Bless founder Francesca Wah (second from left) reading stories to some of the children in the scheme. She is joined by (from left) Mayor of South West District Low Yen Ling, NUS student volunteer Nurul Khairiah Suhaimi and adviser to Clementi Grassro
Bless founder Francesca Wah (second from left) reading stories to some of the children in the scheme. She is joined by (from left) Mayor of South West District Low Yen Ling, NUS student volunteer Nurul Khairiah Suhaimi and adviser to Clementi Grassroots Organisations Arthur Fong.PHOTO: LIANHE ZAOBAO

South West CDC to fund scheme with $400 a child

IT WAS launched only two months ago but in that time, a reading programme for children from low- income families in the South West district has already helped 120 children.

Yesterday, Shining Star Reads @ South West received a major boost as South West Community Development Council (CDC) came on board to fund it.

So far, the pilot scheme has been paid for by members of the voluntary welfare organisation that set it up - Bringing Love to Every Single Soul (Bless). It estimates that the cost of running the programme is about $320 per pupil, but the CDC will now fund each child $400 - enough to support him on the programme for a year.

LONG-TERM BENEFITS

Our mission is not solely to help the community, but rather to provide a scaffold that helps the community to help themselves. I am heartened to see residents joining us as volunteers to help children in their own community.

- Bless founder and primary school teacher Francesca Wah

Bless founder and primary school teacher Francesca Wah marked the occasion yesterday by reading stories to some of the scheme's beneficiaries. She was joined by Mayor of South West District Low Yen Ling and adviser to Clementi Grassroots Organisations Arthur Fong at the Casa Clementi Residents' Committee Centre.

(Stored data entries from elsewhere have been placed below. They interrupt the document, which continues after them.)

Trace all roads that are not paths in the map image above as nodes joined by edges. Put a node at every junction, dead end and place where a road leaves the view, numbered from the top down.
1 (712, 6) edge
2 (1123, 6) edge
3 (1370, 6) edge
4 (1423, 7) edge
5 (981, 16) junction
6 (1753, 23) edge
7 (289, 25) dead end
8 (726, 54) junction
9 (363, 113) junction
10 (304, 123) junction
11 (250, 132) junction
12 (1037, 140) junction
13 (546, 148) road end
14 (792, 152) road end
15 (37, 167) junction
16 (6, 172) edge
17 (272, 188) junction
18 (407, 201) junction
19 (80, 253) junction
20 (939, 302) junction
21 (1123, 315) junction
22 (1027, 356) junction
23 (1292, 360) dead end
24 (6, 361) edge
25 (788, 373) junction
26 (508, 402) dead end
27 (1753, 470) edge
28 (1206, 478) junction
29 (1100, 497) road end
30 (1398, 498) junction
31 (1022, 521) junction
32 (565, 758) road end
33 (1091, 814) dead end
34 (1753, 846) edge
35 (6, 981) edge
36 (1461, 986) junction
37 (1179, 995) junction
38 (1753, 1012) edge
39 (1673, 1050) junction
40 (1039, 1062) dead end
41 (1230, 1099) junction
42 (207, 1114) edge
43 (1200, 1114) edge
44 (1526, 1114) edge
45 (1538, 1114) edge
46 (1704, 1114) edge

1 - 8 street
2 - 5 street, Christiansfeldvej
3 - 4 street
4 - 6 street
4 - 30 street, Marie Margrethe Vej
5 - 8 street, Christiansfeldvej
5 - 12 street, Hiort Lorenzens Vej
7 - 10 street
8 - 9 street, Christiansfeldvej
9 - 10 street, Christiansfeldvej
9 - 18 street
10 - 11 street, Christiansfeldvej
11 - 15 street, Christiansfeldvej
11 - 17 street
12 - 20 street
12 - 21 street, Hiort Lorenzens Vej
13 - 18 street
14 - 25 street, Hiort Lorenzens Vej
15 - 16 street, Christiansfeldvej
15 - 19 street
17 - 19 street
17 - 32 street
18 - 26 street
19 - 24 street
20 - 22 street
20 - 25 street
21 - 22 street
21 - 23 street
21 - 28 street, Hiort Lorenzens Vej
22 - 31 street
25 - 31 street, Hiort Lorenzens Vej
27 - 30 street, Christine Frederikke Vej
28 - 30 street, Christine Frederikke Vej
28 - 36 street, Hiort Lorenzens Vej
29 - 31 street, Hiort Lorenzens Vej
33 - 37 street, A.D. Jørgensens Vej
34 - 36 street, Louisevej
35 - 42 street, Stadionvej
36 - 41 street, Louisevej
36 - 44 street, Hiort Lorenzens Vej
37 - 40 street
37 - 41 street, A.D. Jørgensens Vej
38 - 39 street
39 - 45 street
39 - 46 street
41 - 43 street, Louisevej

Ms Wah, 24, set up Bless just over a year ago. She came up with the idea just before graduating from the National University of Singapore (NUS) after noticing the limitations of existing community libraries and reading programmes.

The children her programme targets often have trouble attending reading programmes that are not held in a convenient location as many have working parents who lack the time to take them.

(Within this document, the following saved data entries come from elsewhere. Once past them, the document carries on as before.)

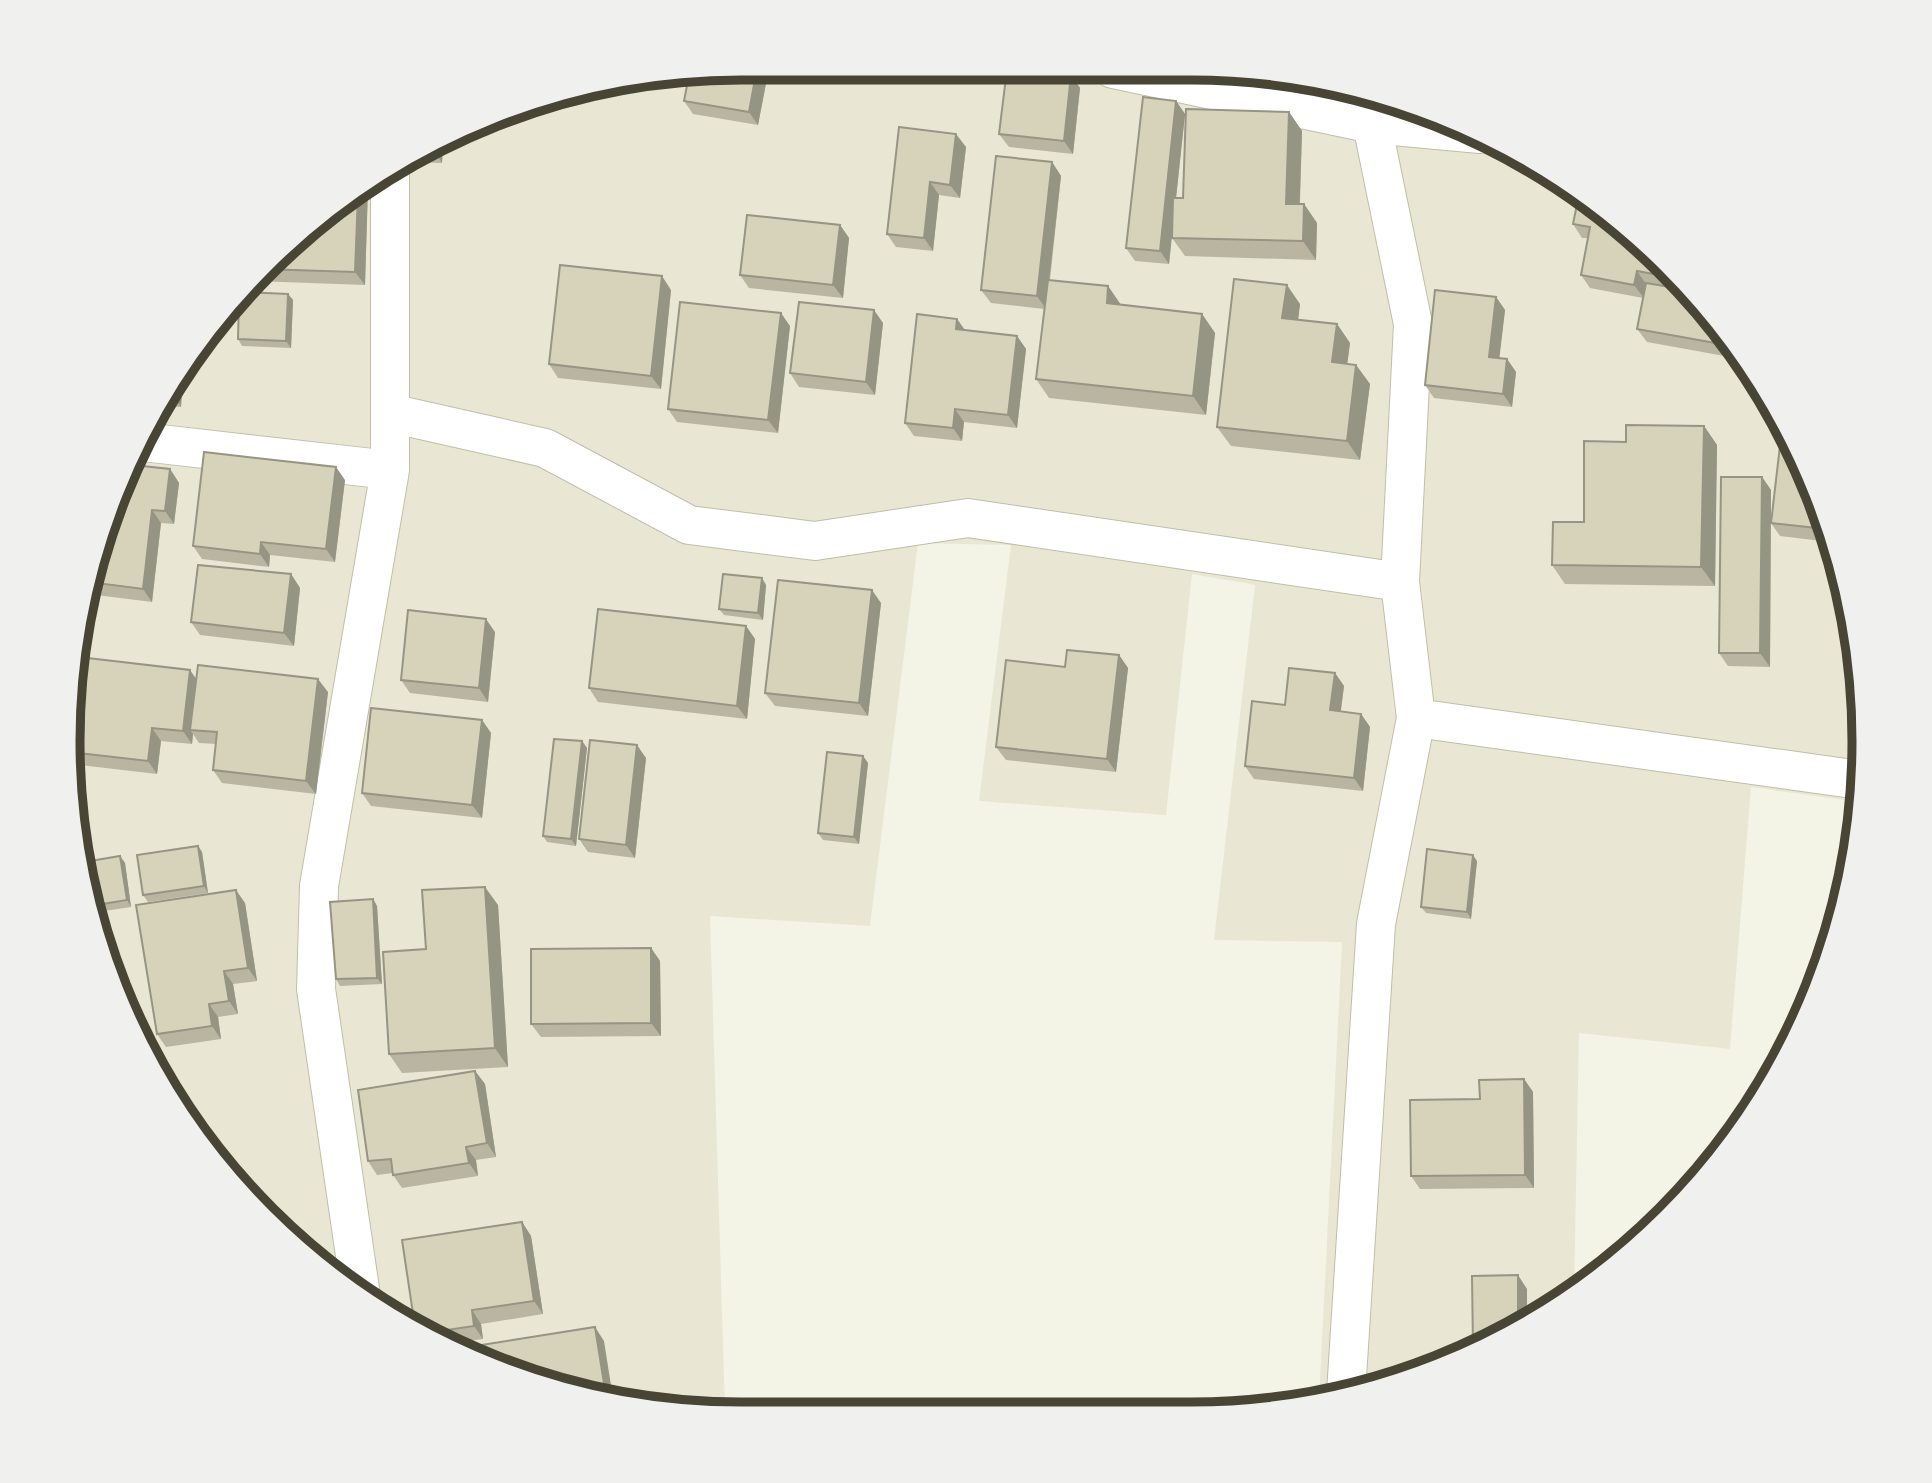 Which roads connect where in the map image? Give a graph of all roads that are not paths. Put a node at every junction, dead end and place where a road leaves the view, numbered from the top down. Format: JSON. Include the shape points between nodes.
{"nodes":[{"id":1,"x":1184,"y":80,"type":"edge"},
{"id":2,"x":1372,"y":109,"type":"edge"},
{"id":3,"x":1405,"y":117,"type":"edge"},
{"id":4,"x":390,"y":182,"type":"edge"},
{"id":5,"x":390,"y":413,"type":"junction"},
{"id":6,"x":152,"y":443,"type":"edge"},
{"id":7,"x":390,"y":470,"type":"junction"},
{"id":8,"x":1401,"y":582,"type":"junction"},
{"id":9,"x":1416,"y":718,"type":"junction"},
{"id":10,"x":1850,"y":779,"type":"edge"},
{"id":11,"x":358,"y":1279,"type":"edge"},
{"id":12,"x":1347,"y":1384,"type":"edge"}],
"edges":[{"from":1,"to":2,"type":"street"},
{"from":2,"to":3,"type":"street"},
{"from":2,"to":8,"type":"street","via":[[1413,324]]},
{"from":4,"to":5,"type":"street"},
{"from":5,"to":7,"type":"street"},
{"from":5,"to":8,"type":"street","via":[[545,447],[689,525],[815,541],[968,517]]},
{"from":6,"to":7,"type":"street"},
{"from":7,"to":11,"type":"street","via":[[318,886],[316,989]]},
{"from":8,"to":9,"type":"street"},
{"from":9,"to":10,"type":"street"},
{"from":9,"to":12,"type":"street","via":[[1376,924]]}]}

She and her friends at the NUS and National Institute of Education decided to take the reading programme to the children's homes.

On a fortnightly basis, volunteers visit them and take them to the void deck, where they read aloud together. The youngsters receive activity books based on the stories and can also borrow other books from a mobile library before the volunteers take them home. The programme aims to encourage positive social behaviour and the stories teach values such as compassion for the community.

"Our mission is not solely to help the community, but rather to provide a scaffold that helps the community to help themselves," said Miss Wah. "I am heartened to see residents joining us as volunteers to help children in their own community."

For Miss Wah, her reward comes when she sees beneficiaries like Travis Tan. "I like it," said the eight-year-old. "It's fun to read together."